BEGIN

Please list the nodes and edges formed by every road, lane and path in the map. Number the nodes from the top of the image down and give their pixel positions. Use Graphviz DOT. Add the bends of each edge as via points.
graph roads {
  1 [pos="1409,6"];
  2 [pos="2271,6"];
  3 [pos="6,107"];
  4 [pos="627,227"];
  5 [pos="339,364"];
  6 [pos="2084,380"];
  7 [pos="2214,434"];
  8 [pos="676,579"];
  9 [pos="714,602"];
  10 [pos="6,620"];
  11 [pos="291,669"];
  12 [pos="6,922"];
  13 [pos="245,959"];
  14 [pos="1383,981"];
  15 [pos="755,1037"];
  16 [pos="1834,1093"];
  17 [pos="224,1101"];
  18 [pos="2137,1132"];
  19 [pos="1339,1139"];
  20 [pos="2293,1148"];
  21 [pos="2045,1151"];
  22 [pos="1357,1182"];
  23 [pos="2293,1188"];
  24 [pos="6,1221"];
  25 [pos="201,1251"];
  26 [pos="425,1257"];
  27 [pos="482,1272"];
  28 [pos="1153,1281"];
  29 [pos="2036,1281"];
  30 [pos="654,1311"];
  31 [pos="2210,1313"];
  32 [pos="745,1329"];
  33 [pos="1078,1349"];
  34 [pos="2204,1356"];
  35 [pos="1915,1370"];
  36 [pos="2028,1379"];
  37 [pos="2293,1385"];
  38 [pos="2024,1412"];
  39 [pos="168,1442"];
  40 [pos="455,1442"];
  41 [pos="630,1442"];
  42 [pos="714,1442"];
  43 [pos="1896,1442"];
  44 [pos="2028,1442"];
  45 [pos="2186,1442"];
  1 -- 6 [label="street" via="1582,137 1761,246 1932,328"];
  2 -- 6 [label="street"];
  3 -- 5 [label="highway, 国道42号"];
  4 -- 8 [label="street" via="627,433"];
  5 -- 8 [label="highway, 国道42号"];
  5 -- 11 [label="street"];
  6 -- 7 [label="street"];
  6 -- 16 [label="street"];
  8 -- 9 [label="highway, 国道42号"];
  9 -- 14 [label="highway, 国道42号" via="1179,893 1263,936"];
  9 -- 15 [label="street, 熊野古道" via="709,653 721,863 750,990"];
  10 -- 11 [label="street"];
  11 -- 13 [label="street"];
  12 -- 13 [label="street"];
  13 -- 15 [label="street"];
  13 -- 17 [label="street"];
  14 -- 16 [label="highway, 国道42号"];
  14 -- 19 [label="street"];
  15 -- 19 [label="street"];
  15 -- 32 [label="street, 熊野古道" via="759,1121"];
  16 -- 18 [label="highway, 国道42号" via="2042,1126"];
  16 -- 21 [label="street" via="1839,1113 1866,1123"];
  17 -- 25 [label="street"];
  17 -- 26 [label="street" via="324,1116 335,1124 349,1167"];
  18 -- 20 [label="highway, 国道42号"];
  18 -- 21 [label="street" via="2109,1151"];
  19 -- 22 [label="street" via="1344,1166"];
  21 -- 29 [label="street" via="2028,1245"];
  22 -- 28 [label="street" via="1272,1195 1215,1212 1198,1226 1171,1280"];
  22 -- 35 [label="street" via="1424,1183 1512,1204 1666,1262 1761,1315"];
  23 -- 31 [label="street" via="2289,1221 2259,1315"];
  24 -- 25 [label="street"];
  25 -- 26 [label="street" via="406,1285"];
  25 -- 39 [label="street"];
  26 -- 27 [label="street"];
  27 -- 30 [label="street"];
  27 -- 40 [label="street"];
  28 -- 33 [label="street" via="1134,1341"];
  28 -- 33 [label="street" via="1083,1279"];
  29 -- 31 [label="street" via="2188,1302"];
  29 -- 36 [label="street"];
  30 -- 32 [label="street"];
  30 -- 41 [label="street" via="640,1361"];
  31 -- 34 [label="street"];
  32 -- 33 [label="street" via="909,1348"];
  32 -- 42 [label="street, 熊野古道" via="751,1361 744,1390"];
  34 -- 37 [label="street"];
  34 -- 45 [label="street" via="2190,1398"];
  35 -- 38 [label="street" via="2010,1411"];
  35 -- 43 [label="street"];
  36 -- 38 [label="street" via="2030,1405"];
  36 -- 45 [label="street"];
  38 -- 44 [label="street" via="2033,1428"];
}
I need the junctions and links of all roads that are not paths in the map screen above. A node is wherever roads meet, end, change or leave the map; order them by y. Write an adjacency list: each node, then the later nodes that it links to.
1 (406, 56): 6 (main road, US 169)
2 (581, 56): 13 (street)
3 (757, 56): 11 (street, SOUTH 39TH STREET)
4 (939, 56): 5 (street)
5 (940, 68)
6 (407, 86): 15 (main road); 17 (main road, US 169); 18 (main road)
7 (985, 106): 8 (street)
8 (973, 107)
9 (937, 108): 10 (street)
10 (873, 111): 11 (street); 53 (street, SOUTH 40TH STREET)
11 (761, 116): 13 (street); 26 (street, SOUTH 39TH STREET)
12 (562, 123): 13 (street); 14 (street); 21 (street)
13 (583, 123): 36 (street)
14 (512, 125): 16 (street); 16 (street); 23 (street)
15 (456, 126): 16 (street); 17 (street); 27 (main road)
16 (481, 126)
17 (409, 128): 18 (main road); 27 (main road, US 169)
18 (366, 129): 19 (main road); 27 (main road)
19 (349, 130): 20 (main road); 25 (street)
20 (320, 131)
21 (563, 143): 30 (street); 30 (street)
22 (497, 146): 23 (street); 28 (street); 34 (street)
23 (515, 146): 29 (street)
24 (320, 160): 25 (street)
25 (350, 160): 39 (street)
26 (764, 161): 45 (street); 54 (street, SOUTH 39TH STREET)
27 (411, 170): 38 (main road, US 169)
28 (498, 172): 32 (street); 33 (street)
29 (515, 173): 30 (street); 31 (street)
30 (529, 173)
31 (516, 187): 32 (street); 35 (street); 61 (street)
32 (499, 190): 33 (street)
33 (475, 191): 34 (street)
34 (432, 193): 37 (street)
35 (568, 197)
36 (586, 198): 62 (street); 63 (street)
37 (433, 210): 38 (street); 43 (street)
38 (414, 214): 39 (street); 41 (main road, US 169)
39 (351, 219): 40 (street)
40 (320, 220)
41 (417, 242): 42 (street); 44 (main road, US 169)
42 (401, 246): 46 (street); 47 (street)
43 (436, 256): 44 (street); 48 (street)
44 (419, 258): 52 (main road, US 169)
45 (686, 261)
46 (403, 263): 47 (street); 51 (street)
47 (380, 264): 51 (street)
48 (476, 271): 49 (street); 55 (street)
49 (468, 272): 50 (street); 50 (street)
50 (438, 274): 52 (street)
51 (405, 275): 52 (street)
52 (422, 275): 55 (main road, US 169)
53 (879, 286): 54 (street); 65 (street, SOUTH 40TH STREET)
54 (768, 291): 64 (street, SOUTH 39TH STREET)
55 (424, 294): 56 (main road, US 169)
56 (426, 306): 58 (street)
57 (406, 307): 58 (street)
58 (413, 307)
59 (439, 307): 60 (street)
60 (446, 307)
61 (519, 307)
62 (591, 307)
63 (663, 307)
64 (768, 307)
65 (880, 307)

END

- **DESCRIPTION OF THE TASK**
Using the material above, work out how many lines contain the string "熊野古道". Give that number alone.

- **EXERCISE OUTPUT**
3